» What is being asked
Keep the pictures out of your copy. Transcribe the records below exactly.

=== Begin Enclosure ===

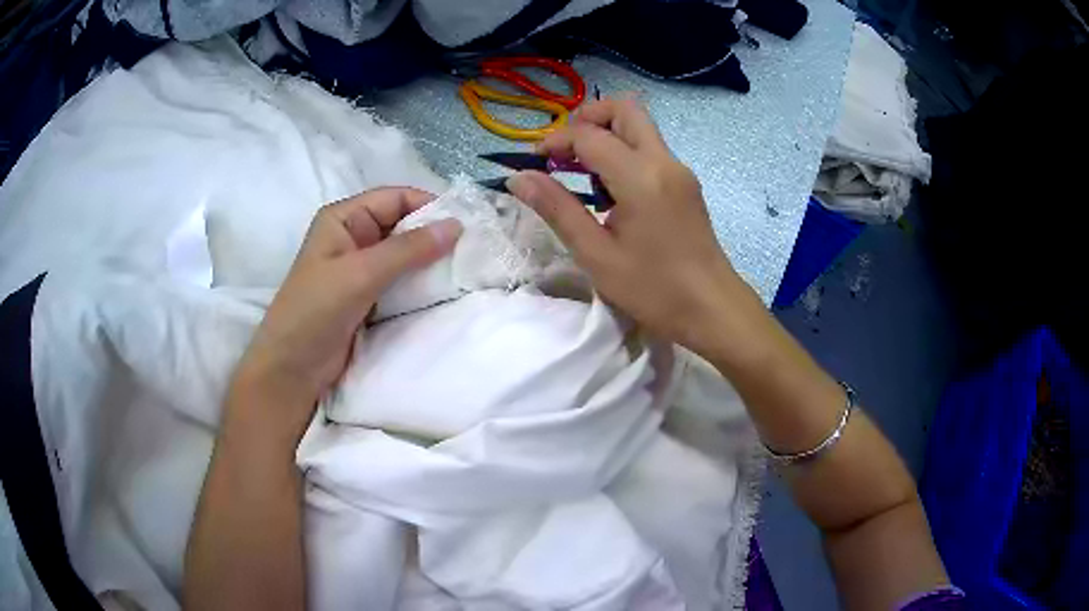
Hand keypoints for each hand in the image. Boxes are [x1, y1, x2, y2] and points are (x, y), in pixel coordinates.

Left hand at [231, 187, 461, 432]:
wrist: (292, 369)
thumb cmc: (315, 312)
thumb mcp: (360, 274)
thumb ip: (407, 249)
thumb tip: (457, 226)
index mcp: (344, 218)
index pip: (395, 198)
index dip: (429, 206)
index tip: (466, 224)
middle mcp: (354, 236)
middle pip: (402, 224)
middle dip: (434, 234)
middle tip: (473, 249)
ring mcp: (361, 268)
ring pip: (405, 253)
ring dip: (431, 260)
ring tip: (466, 268)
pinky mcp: (369, 295)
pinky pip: (402, 279)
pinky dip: (422, 281)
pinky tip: (445, 288)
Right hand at [506, 99, 755, 357]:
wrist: (712, 309)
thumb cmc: (653, 289)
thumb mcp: (596, 254)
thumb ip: (557, 209)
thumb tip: (519, 178)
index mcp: (641, 176)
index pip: (589, 135)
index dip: (555, 141)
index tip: (533, 163)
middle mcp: (664, 161)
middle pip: (625, 109)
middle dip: (587, 119)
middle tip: (563, 151)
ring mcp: (679, 170)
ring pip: (639, 126)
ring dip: (606, 135)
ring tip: (582, 174)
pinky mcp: (685, 183)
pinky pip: (650, 149)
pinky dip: (623, 152)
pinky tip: (610, 192)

=== End Enclosure ===

» Response for this exercise
Hand keypoints for each hand in the image. Boxes are [x1, y1, x2, y2] and points are (x, y), in pixel coordinates.

Left hand at [231, 187, 461, 432]:
wrist: (292, 369)
thumb cmc: (315, 312)
thumb mcp: (360, 274)
thumb ip: (407, 249)
thumb tip: (457, 226)
index mcp: (344, 218)
index pip: (395, 198)
index dip: (429, 206)
index tip: (466, 224)
middle mcp: (354, 236)
middle pip: (402, 224)
middle dip: (434, 234)
middle tip: (473, 249)
ring mcp: (361, 268)
ring pip: (405, 253)
ring dip: (431, 260)
ring tip: (466, 268)
pinky mcp: (369, 295)
pinky pip: (402, 279)
pinky dip: (422, 281)
pinky tip: (445, 288)
Right hand at [506, 99, 755, 357]:
wrist: (712, 309)
thumb cmc: (653, 289)
thumb mcp: (596, 254)
thumb ip: (557, 209)
thumb tip: (519, 178)
index mcp: (641, 176)
index pip: (589, 135)
index dip: (555, 141)
index tip: (533, 163)
middle mcp: (664, 161)
middle pip: (625, 109)
middle dip: (587, 119)
middle tip: (563, 151)
ring mcp: (679, 170)
ring pip: (639, 126)
ring dip: (606, 135)
ring tip: (582, 174)
pinky mcp: (685, 183)
pinky pip: (650, 149)
pinky dip: (623, 152)
pinky tip: (610, 192)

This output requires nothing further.